CBPR can be time consuming.  Martin explains that having an “in” with the population you are studying can expedite the process, but if you are starting out with no introduction it is going to take some time.  Martin spent her first years in residency going to community organization meetings and “just hanging out.” 

“For a few years I just kept showing up and I would help with health fairs but didn’t do much else,” she said.  “Then in my fellowship I had the time to actually do something. I said, ‘These are the skills I have; what can I do for you?’ At that point, they trusted my words and gave me access to their organization, but they wouldn’t have if I hadn’t been demonstrating my commitment towards their organization and mission for so long.”

However, CBPR does not always follow this process.  If, for example, an opportunity for funding presents itself, there may not be enough time for a community group to provide input on the research plan.  Martin insists that CBPR is still possible if the research team can find an organization whose needs and mission align with the project. The organization may not have directly contributed to the research plan, but they did determine their mission, and the research team is offering a mechanism to help achieve it.

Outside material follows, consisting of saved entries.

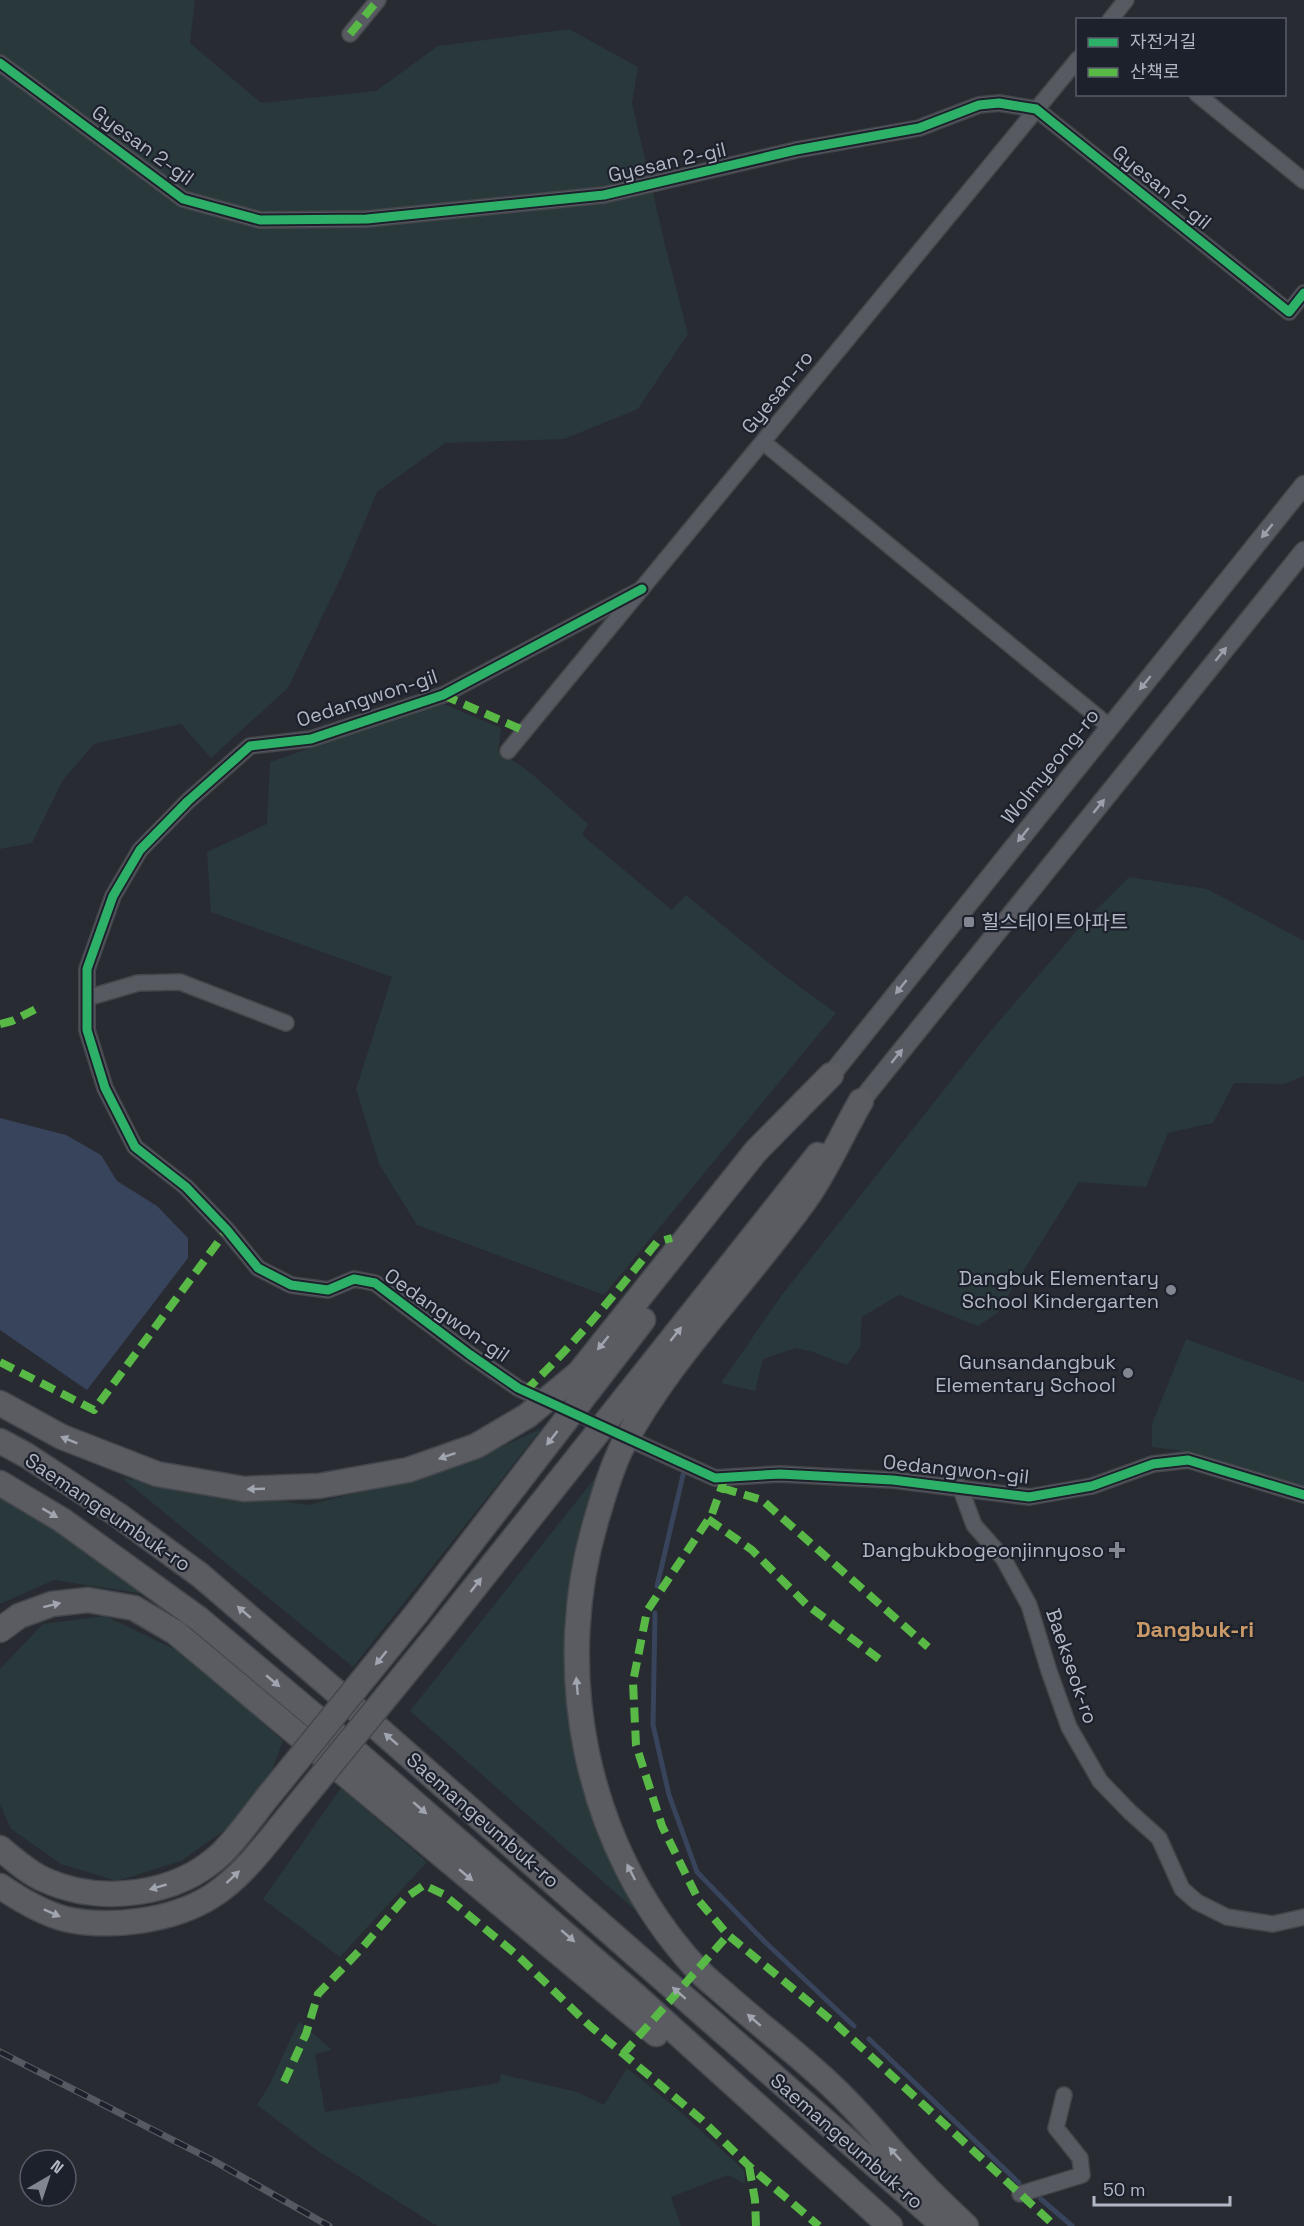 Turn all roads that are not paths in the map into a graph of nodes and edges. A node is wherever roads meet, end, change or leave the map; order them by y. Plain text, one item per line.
1 (378, 0) edge
2 (1126, 0) edge
3 (1112, 18) edge
4 (350, 34) dead end
5 (1076, 59) edge
6 (0, 63) edge
7 (1199, 96) edge
8 (1036, 109) junction
9 (1304, 181) edge
10 (1304, 293) edge
11 (763, 442) junction
12 (1304, 485) edge
13 (1304, 551) edge
14 (642, 589) junction
15 (1110, 727) junction
16 (508, 751) dead end
17 (87, 998) junction
18 (286, 1023) dead end
19 (831, 1075) junction
20 (861, 1101) junction
21 (535, 1396) tunnel mouth
22 (0, 1403) edge
23 (0, 1441) edge
24 (638, 1443) tunnel mouth
25 (0, 1483) edge
26 (960, 1487) junction
27 (1304, 1495) edge
28 (0, 1630) edge
29 (0, 1848) edge
30 (0, 1886) edge
31 (1304, 1917) edge
32 (1064, 2095) dead end
33 (1020, 2194) dead end
34 (885, 2226) edge
35 (890, 2226) edge
36 (944, 2226) edge
37 (966, 2226) edge

1 - 4 street
2 - 3 street
5 - 8 street, Gyesan-ro
6 - 8 street, Gyesan 2-gil
7 - 9 street
8 - 10 street, Gyesan 2-gil
8 - 11 street, Gyesan-ro
11 - 14 street, Gyesan-ro
11 - 15 street
12 -> 15 street, Wolmyeong-ro
20 -> 13 street
14 - 16 street, Gyesan-ro
14 - 17 street, Oedangwon-gil
15 -> 19 street, Wolmyeong-ro
17 - 18 street
17 - 21 street, Oedangwon-gil
19 -> 22 highway
19 -> 29 highway, bridge
30 -> 20 highway, bridge
37 -> 20 highway
36 -> 23 highway, Saemangeumbuk-ro
24 - 26 street, Oedangwon-gil
25 -> 35 highway, Saemangeumbuk-ro
26 - 27 street, Oedangwon-gil
26 - 31 street, Baekseok-ro
28 -> 34 highway
32 - 33 street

Martin also describes the long-term community benefits of CBPR, which include employment, infrastructure and skills gained through the research process.  When the project is completed, these things remain in the community and improve its sustainability.

Martin commented, “If researchers bring in resources and then pack up and leave, that process serves no one.”

In addition to her research efforts, Martin participates on a CCTS Community Engagement Advisory Board. The community engagement boards help investigators with common challenges, like study recruitment. Martin explains that often the answer is that they have not effectively engaged with their target population. The boards also help investigators look at a question in the most comprehensive CBPR angle before the project is designed to help avoid back-end problems such as participant retention or communicating findings.

Her next goal is to follow her work on the community health worker and CBPR models forward. She wants to understand how these models can integrate into our current healthcare system, how they are most feasible and what kind of return on investment can be expected down the line.

Martin summarizes her thoughts by stating, “For me, the reason I do research is because it is a mechanism for targeting social justice. Through research we can try and build better systems and models that will hopefully help resolve health inequalities.”